Employees file complaint against ‘colorist to the stars’

July 24, 2018

GREENWICH — A self-proclaimed “colorist to the stars” and members of her management team are facing a legal complaint that employees at her salons were subject to discriminatory and harassing behavior.

Sharon Dorram Color, which operates from a salon on Greenwich Avenue and the Upper East Side of Manhattan, is the subject of complaints filed with the New York City Human Rights Commission last week.

A 27-year-old hair colorist, Matt Ustaev, had been working several times a month as a colorist at Dream Day Spa and Salon on Greenwich Avenue through Sharon Dorram Color. In the complaint filed with the human rights commission, he says he was subject to “anti-Semitic comments” by a manager at the New York salon.

Ustaev, who is Jewish, says he was called a “stupid Jew” and taunted with other nasty remarks. He says he was retaliated against by management for supporting another co-worker bringing a claim of discrimination, who also contacted workplace-safety authorities. His hours in Greenwich were substantially curtailed and then zeroed out, Ustaev says.

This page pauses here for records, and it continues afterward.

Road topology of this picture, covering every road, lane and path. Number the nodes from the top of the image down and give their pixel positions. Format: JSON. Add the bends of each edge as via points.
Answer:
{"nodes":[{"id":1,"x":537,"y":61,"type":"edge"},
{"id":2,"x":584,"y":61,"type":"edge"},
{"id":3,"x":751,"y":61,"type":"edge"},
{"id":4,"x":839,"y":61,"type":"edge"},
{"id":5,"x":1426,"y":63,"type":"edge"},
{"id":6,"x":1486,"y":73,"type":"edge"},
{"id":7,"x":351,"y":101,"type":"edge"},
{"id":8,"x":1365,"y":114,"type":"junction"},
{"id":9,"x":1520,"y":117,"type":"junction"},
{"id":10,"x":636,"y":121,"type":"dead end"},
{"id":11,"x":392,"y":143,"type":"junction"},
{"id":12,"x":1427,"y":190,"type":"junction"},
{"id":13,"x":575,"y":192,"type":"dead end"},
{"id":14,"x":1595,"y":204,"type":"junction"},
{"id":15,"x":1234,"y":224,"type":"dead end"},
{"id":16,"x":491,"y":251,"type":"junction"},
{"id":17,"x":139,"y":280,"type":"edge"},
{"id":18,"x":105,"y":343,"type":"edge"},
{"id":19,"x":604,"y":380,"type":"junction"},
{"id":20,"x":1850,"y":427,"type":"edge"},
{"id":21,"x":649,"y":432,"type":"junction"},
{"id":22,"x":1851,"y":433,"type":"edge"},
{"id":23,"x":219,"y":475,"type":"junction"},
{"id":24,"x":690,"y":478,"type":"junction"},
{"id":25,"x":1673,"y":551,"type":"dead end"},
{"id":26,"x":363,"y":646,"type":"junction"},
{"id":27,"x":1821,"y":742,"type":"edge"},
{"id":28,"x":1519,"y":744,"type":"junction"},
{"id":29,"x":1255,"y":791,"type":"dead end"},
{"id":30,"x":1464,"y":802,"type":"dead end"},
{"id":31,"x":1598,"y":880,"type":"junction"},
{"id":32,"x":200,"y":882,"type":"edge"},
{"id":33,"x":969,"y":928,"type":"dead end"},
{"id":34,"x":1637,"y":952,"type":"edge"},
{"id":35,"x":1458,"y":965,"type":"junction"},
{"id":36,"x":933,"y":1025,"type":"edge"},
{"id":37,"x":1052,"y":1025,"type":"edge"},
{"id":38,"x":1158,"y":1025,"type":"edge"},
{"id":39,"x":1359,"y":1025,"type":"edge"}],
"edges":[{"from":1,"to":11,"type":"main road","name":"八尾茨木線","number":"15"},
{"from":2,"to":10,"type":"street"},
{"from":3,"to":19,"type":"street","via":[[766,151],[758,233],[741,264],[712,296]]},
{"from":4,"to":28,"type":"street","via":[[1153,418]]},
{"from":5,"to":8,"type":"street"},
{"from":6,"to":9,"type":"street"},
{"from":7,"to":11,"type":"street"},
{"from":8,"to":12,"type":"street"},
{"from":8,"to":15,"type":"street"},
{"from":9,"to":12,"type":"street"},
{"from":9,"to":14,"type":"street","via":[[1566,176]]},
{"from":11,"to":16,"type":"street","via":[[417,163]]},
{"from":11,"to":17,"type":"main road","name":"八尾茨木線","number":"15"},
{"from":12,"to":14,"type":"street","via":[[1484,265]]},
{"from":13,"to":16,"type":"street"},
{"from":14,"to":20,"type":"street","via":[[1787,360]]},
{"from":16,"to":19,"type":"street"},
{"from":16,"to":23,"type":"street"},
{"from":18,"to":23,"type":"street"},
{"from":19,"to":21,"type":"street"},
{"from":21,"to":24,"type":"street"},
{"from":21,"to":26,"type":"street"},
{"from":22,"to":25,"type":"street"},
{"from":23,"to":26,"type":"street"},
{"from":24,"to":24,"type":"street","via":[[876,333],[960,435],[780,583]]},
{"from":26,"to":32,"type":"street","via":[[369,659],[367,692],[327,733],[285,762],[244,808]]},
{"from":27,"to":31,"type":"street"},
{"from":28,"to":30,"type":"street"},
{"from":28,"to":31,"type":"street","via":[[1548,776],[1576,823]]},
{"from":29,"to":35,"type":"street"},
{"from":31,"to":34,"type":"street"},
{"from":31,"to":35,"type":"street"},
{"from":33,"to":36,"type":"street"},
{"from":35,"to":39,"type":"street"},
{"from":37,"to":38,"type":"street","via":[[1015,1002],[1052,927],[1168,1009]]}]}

The New York City complaint says Ustaev recorded a conversation in April with management after he had hired a lawyer, asking him to drop his discrimination claim in exchange for more bookings as a colorist.

Another complaint, specific to the Upper East Side location, was filed by Ingrid Sandoval, 22, a receptionist. She says in her complaint that Dorram forced minority workers to wear their hair up while their white co-workers didn’t have to. Two complaints were filed with the New York City Human Rights Commission last year over that alleged policy. After that, employees were asked to sign affidavits that all employees were subject to the policy, the plaintiffs contend. The complaints filed last month state that punishment was directed at employees who did not sign. Sandoval was later terminated in October 2017.

Patrick Boyd, an attorney representing Sandoval and Ustaev, said the purported use of coercive tactics was a major part of the complaint. “Disrespect for the process, it’s a pretty big deal,” he said.

A lawyer representing Dorram, Carolyn Richmond, issued a statement: “The salon will not comment on any specific employee or complaint. However, I can say that it has always been the policy of Sharon and the salon to follow equal employment laws.”

Dorram, who has a residence in Greenwich, did not return messages seeking comment this week. Her clients have included Nicole Kidman and Kate Hudson, and the complaint has drawn the attention of New York media.

The complaint filed in New York City Human Rights Commission is a first step in the process. That commission can impose penalties on its own.

Future lawsuits could also be filed at the federal or state level, Boyd said. For a federal lawsuit to be filed, a complaint at the municipal level is essential to the legal process. No legal filings have been submitted in Connecticut.

Ustaev has still been working for the hair-care company, though his hours have been limited, according to his lawyer.

The complaint is seeking lost wages emotional damages, punitive damages and attorney fees. A dollar amount was not specified.